#### Try it:
I would like the records restated word for word, without the pictures.

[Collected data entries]
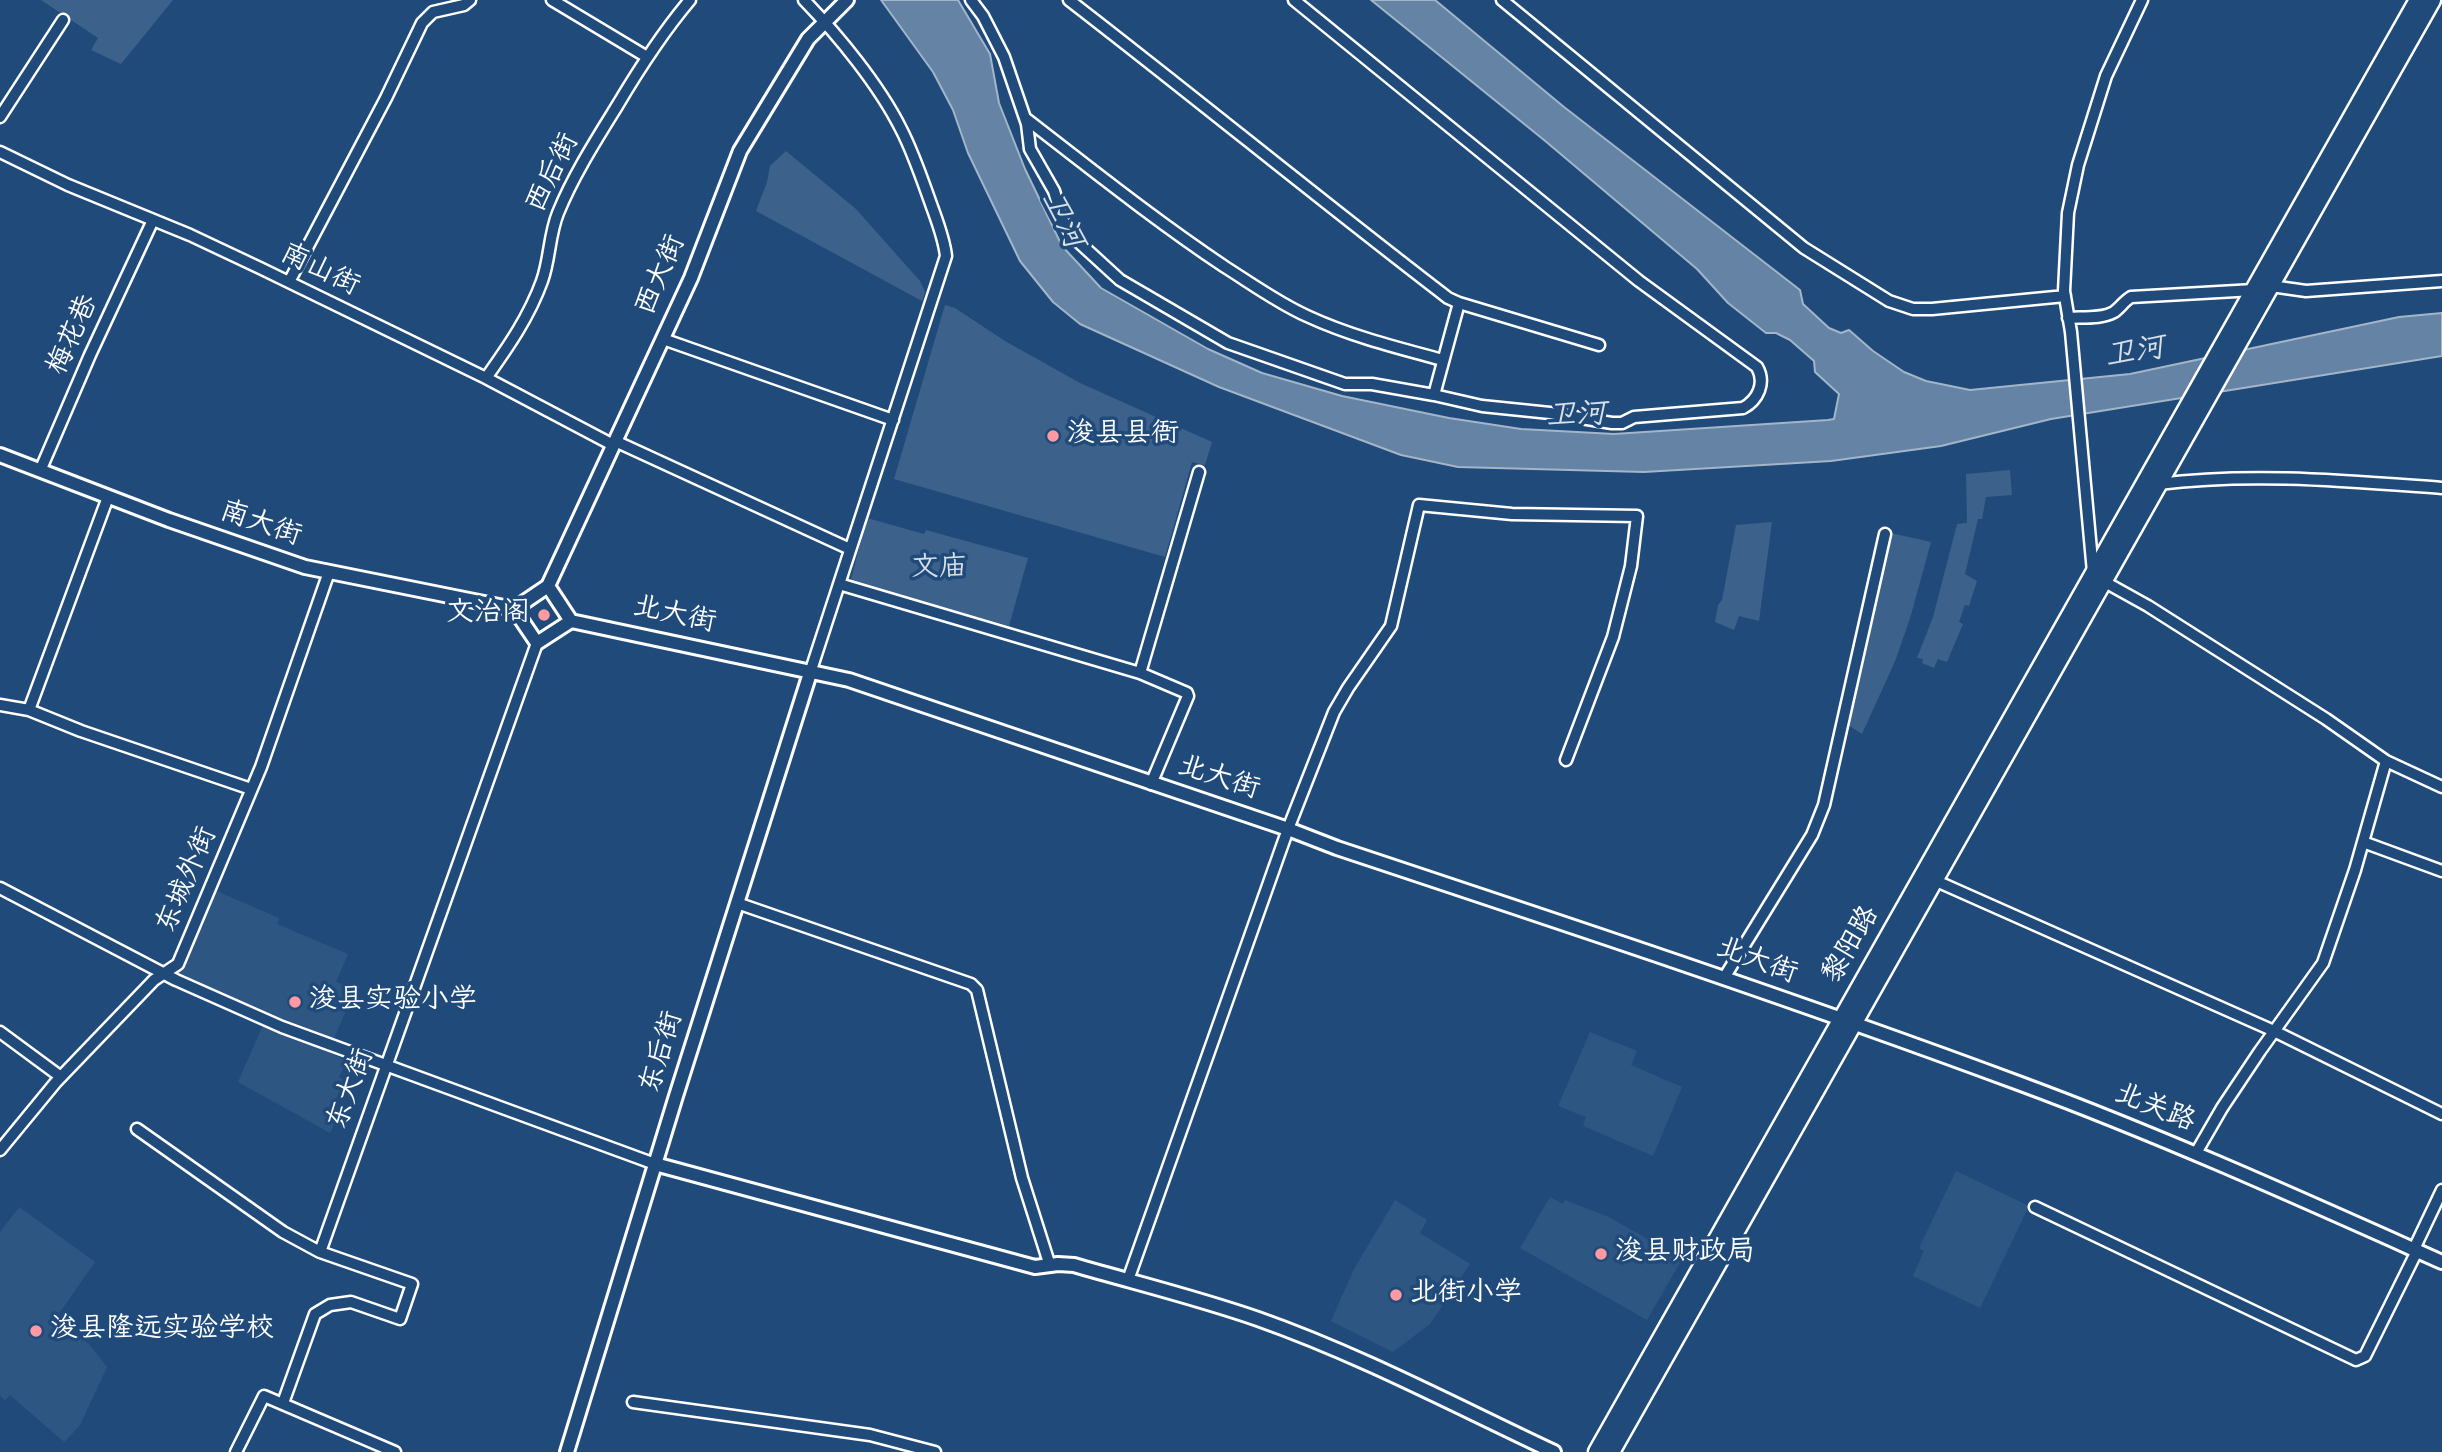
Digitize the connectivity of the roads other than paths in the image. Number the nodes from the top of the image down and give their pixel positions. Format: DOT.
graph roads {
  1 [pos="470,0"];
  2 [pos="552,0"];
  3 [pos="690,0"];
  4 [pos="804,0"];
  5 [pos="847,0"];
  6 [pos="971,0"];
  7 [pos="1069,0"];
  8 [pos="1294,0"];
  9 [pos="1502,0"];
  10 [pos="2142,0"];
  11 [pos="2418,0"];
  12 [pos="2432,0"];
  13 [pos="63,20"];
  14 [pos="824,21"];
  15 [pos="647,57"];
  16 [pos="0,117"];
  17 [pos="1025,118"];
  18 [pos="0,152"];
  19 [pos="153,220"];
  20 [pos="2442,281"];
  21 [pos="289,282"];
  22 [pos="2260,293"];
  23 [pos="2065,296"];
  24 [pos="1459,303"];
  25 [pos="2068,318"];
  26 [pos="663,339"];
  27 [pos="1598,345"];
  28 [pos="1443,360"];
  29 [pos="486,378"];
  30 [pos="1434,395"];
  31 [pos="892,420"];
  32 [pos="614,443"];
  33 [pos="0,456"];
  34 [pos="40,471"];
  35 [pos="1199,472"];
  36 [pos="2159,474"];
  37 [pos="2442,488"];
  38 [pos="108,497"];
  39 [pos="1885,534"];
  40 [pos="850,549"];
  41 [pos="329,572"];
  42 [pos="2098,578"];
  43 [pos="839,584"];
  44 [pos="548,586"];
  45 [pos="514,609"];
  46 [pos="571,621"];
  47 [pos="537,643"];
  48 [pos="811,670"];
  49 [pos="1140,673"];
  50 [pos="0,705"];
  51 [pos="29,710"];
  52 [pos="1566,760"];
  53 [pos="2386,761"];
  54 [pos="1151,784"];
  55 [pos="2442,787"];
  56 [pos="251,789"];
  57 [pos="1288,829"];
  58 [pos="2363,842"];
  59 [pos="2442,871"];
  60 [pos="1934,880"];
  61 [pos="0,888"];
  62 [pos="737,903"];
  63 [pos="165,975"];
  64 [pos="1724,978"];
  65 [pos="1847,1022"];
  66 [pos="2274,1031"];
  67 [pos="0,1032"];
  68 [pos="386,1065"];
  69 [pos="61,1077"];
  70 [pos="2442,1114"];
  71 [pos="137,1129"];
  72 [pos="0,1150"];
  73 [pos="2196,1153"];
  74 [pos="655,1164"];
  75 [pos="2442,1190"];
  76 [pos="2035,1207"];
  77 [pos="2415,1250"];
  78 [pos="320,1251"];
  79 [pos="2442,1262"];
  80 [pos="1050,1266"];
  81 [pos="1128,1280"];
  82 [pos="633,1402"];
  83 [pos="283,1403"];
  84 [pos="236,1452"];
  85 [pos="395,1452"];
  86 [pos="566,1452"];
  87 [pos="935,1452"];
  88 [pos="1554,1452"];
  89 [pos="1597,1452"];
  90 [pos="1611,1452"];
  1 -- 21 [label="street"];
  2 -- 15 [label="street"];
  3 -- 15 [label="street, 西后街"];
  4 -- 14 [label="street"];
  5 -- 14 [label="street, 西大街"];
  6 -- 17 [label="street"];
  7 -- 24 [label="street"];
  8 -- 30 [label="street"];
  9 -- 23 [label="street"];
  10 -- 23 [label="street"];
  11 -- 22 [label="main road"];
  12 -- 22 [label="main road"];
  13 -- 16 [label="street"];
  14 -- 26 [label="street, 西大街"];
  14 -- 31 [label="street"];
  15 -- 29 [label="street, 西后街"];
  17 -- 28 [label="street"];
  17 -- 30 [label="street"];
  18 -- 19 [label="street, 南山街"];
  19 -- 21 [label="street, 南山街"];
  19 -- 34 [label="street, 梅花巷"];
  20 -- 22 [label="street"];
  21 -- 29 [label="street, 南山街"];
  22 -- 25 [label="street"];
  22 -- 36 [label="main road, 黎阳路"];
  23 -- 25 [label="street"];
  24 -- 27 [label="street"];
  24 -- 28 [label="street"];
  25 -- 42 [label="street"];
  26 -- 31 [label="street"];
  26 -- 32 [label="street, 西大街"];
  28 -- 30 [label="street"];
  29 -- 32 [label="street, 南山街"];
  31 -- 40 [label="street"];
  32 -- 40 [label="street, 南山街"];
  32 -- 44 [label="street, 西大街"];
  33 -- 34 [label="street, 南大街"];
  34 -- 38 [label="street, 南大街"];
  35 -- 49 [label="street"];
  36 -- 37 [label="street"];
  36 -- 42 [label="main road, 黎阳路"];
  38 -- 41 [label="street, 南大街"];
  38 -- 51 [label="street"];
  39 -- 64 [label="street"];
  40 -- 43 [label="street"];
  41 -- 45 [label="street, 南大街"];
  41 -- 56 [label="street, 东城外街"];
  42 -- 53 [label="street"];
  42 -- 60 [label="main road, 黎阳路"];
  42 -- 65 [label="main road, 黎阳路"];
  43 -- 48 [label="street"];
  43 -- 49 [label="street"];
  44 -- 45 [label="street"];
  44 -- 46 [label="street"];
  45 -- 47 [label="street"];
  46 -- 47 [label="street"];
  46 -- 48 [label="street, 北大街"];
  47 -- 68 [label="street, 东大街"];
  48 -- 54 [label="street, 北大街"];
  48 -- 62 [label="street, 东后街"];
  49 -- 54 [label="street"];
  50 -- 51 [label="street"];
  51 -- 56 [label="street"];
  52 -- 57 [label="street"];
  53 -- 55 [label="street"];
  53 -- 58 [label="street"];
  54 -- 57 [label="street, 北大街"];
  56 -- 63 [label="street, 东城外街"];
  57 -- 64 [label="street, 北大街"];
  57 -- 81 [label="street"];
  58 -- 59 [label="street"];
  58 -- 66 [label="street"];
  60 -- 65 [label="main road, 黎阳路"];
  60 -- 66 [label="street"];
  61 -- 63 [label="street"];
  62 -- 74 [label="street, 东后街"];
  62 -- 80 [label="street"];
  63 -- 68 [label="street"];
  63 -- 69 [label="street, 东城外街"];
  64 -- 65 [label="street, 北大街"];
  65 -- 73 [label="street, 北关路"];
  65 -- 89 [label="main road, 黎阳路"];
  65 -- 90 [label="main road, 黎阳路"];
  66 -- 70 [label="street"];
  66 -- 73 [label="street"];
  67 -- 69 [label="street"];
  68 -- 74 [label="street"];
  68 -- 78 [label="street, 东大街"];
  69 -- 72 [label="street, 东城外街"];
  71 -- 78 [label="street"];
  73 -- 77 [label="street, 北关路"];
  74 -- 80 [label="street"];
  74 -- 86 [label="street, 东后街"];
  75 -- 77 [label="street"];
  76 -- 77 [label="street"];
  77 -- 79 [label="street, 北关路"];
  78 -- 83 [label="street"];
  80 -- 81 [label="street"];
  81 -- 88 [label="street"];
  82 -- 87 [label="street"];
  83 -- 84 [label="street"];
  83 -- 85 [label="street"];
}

#### Answer box:
Digitize the connectivity of the roads other than paths in the image. Number the nodes from the top of the image down and give their pixel positions. Format: DOT.
graph roads {
  1 [pos="470,0"];
  2 [pos="552,0"];
  3 [pos="690,0"];
  4 [pos="804,0"];
  5 [pos="847,0"];
  6 [pos="971,0"];
  7 [pos="1069,0"];
  8 [pos="1294,0"];
  9 [pos="1502,0"];
  10 [pos="2142,0"];
  11 [pos="2418,0"];
  12 [pos="2432,0"];
  13 [pos="63,20"];
  14 [pos="824,21"];
  15 [pos="647,57"];
  16 [pos="0,117"];
  17 [pos="1025,118"];
  18 [pos="0,152"];
  19 [pos="153,220"];
  20 [pos="2442,281"];
  21 [pos="289,282"];
  22 [pos="2260,293"];
  23 [pos="2065,296"];
  24 [pos="1459,303"];
  25 [pos="2068,318"];
  26 [pos="663,339"];
  27 [pos="1598,345"];
  28 [pos="1443,360"];
  29 [pos="486,378"];
  30 [pos="1434,395"];
  31 [pos="892,420"];
  32 [pos="614,443"];
  33 [pos="0,456"];
  34 [pos="40,471"];
  35 [pos="1199,472"];
  36 [pos="2159,474"];
  37 [pos="2442,488"];
  38 [pos="108,497"];
  39 [pos="1885,534"];
  40 [pos="850,549"];
  41 [pos="329,572"];
  42 [pos="2098,578"];
  43 [pos="839,584"];
  44 [pos="548,586"];
  45 [pos="514,609"];
  46 [pos="571,621"];
  47 [pos="537,643"];
  48 [pos="811,670"];
  49 [pos="1140,673"];
  50 [pos="0,705"];
  51 [pos="29,710"];
  52 [pos="1566,760"];
  53 [pos="2386,761"];
  54 [pos="1151,784"];
  55 [pos="2442,787"];
  56 [pos="251,789"];
  57 [pos="1288,829"];
  58 [pos="2363,842"];
  59 [pos="2442,871"];
  60 [pos="1934,880"];
  61 [pos="0,888"];
  62 [pos="737,903"];
  63 [pos="165,975"];
  64 [pos="1724,978"];
  65 [pos="1847,1022"];
  66 [pos="2274,1031"];
  67 [pos="0,1032"];
  68 [pos="386,1065"];
  69 [pos="61,1077"];
  70 [pos="2442,1114"];
  71 [pos="137,1129"];
  72 [pos="0,1150"];
  73 [pos="2196,1153"];
  74 [pos="655,1164"];
  75 [pos="2442,1190"];
  76 [pos="2035,1207"];
  77 [pos="2415,1250"];
  78 [pos="320,1251"];
  79 [pos="2442,1262"];
  80 [pos="1050,1266"];
  81 [pos="1128,1280"];
  82 [pos="633,1402"];
  83 [pos="283,1403"];
  84 [pos="236,1452"];
  85 [pos="395,1452"];
  86 [pos="566,1452"];
  87 [pos="935,1452"];
  88 [pos="1554,1452"];
  89 [pos="1597,1452"];
  90 [pos="1611,1452"];
  1 -- 21 [label="street"];
  2 -- 15 [label="street"];
  3 -- 15 [label="street, 西后街"];
  4 -- 14 [label="street"];
  5 -- 14 [label="street, 西大街"];
  6 -- 17 [label="street"];
  7 -- 24 [label="street"];
  8 -- 30 [label="street"];
  9 -- 23 [label="street"];
  10 -- 23 [label="street"];
  11 -- 22 [label="main road"];
  12 -- 22 [label="main road"];
  13 -- 16 [label="street"];
  14 -- 26 [label="street, 西大街"];
  14 -- 31 [label="street"];
  15 -- 29 [label="street, 西后街"];
  17 -- 28 [label="street"];
  17 -- 30 [label="street"];
  18 -- 19 [label="street, 南山街"];
  19 -- 21 [label="street, 南山街"];
  19 -- 34 [label="street, 梅花巷"];
  20 -- 22 [label="street"];
  21 -- 29 [label="street, 南山街"];
  22 -- 25 [label="street"];
  22 -- 36 [label="main road, 黎阳路"];
  23 -- 25 [label="street"];
  24 -- 27 [label="street"];
  24 -- 28 [label="street"];
  25 -- 42 [label="street"];
  26 -- 31 [label="street"];
  26 -- 32 [label="street, 西大街"];
  28 -- 30 [label="street"];
  29 -- 32 [label="street, 南山街"];
  31 -- 40 [label="street"];
  32 -- 40 [label="street, 南山街"];
  32 -- 44 [label="street, 西大街"];
  33 -- 34 [label="street, 南大街"];
  34 -- 38 [label="street, 南大街"];
  35 -- 49 [label="street"];
  36 -- 37 [label="street"];
  36 -- 42 [label="main road, 黎阳路"];
  38 -- 41 [label="street, 南大街"];
  38 -- 51 [label="street"];
  39 -- 64 [label="street"];
  40 -- 43 [label="street"];
  41 -- 45 [label="street, 南大街"];
  41 -- 56 [label="street, 东城外街"];
  42 -- 53 [label="street"];
  42 -- 60 [label="main road, 黎阳路"];
  42 -- 65 [label="main road, 黎阳路"];
  43 -- 48 [label="street"];
  43 -- 49 [label="street"];
  44 -- 45 [label="street"];
  44 -- 46 [label="street"];
  45 -- 47 [label="street"];
  46 -- 47 [label="street"];
  46 -- 48 [label="street, 北大街"];
  47 -- 68 [label="street, 东大街"];
  48 -- 54 [label="street, 北大街"];
  48 -- 62 [label="street, 东后街"];
  49 -- 54 [label="street"];
  50 -- 51 [label="street"];
  51 -- 56 [label="street"];
  52 -- 57 [label="street"];
  53 -- 55 [label="street"];
  53 -- 58 [label="street"];
  54 -- 57 [label="street, 北大街"];
  56 -- 63 [label="street, 东城外街"];
  57 -- 64 [label="street, 北大街"];
  57 -- 81 [label="street"];
  58 -- 59 [label="street"];
  58 -- 66 [label="street"];
  60 -- 65 [label="main road, 黎阳路"];
  60 -- 66 [label="street"];
  61 -- 63 [label="street"];
  62 -- 74 [label="street, 东后街"];
  62 -- 80 [label="street"];
  63 -- 68 [label="street"];
  63 -- 69 [label="street, 东城外街"];
  64 -- 65 [label="street, 北大街"];
  65 -- 73 [label="street, 北关路"];
  65 -- 89 [label="main road, 黎阳路"];
  65 -- 90 [label="main road, 黎阳路"];
  66 -- 70 [label="street"];
  66 -- 73 [label="street"];
  67 -- 69 [label="street"];
  68 -- 74 [label="street"];
  68 -- 78 [label="street, 东大街"];
  69 -- 72 [label="street, 东城外街"];
  71 -- 78 [label="street"];
  73 -- 77 [label="street, 北关路"];
  74 -- 80 [label="street"];
  74 -- 86 [label="street, 东后街"];
  75 -- 77 [label="street"];
  76 -- 77 [label="street"];
  77 -- 79 [label="street, 北关路"];
  78 -- 83 [label="street"];
  80 -- 81 [label="street"];
  81 -- 88 [label="street"];
  82 -- 87 [label="street"];
  83 -- 84 [label="street"];
  83 -- 85 [label="street"];
}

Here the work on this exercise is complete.